[Collected data]

= Beginning of Section =

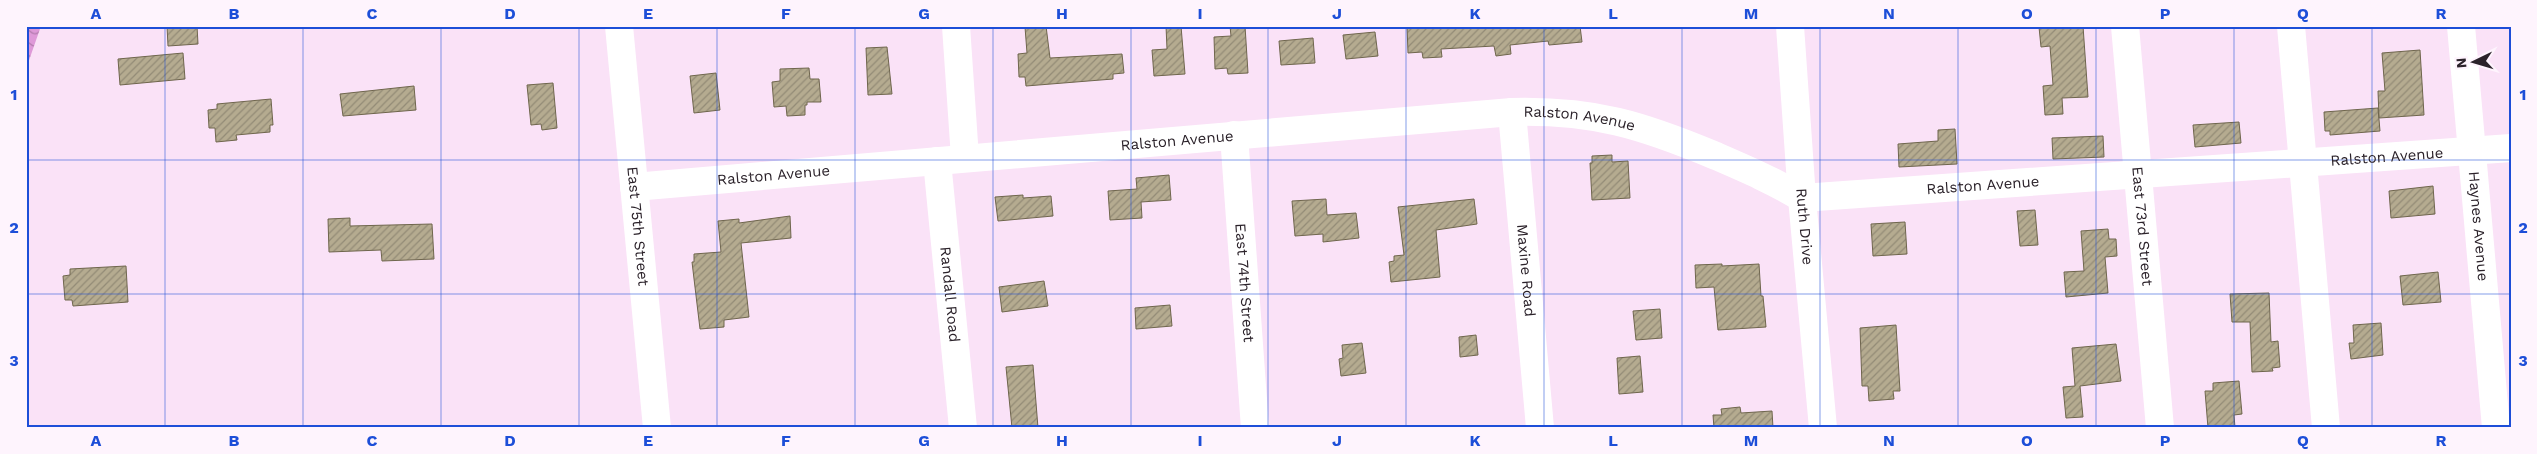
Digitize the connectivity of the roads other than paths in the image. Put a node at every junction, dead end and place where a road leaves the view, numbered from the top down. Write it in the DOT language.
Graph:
graph roads {
  1 [pos="619,26"];
  2 [pos="956,26"];
  3 [pos="1790,26"];
  4 [pos="2125,26"];
  5 [pos="2291,26"];
  6 [pos="2460,26"];
  7 [pos="1512,112"];
  8 [pos="1234,135"];
  9 [pos="2511,148"];
  10 [pos="2472,152"];
  11 [pos="965,158"];
  12 [pos="937,161"];
  13 [pos="2303,164"];
  14 [pos="2138,175"];
  15 [pos="634,187"];
  16 [pos="1802,198"];
  17 [pos="657,428"];
  18 [pos="963,428"];
  19 [pos="1255,428"];
  20 [pos="1540,428"];
  21 [pos="1823,428"];
  22 [pos="2160,428"];
  23 [pos="2326,428"];
  24 [pos="2496,428"];
  1 -- 15 [label="street, East 75th Street"];
  2 -- 11 [label="street"];
  3 -- 16 [label="street, Ruth Drive"];
  4 -- 14 [label="street, East 73rd Street"];
  5 -- 13 [label="street"];
  6 -- 10 [label="street, Haynes Avenue"];
  7 -- 8 [label="street, Ralston Avenue"];
  7 -- 16 [label="street, Ralston Avenue"];
  7 -- 20 [label="street, Maxine Road"];
  8 -- 11 [label="street, Ralston Avenue"];
  8 -- 19 [label="street, East 74th Street"];
  9 -- 10 [label="street, Ralston Avenue"];
  10 -- 13 [label="street, Ralston Avenue"];
  10 -- 24 [label="street, Haynes Avenue"];
  11 -- 12 [label="street, Ralston Avenue"];
  12 -- 15 [label="street, Ralston Avenue"];
  12 -- 18 [label="street, Randall Road"];
  13 -- 14 [label="street, Ralston Avenue"];
  13 -- 23 [label="street"];
  14 -- 16 [label="street, Ralston Avenue"];
  14 -- 22 [label="street, East 73rd Street"];
  15 -- 17 [label="street, East 75th Street"];
  16 -- 21 [label="street, Ruth Drive"];
}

= End of Section =

When the word "Ralston" shows up in a line of the entries, report that line.

  7 -- 8 [label="street, Ralston Avenue"];
  7 -- 16 [label="street, Ralston Avenue"];
  8 -- 11 [label="street, Ralston Avenue"];
  9 -- 10 [label="street, Ralston Avenue"];
  10 -- 13 [label="street, Ralston Avenue"];
  11 -- 12 [label="street, Ralston Avenue"];
  12 -- 15 [label="street, Ralston Avenue"];
  13 -- 14 [label="street, Ralston Avenue"];
  14 -- 16 [label="street, Ralston Avenue"];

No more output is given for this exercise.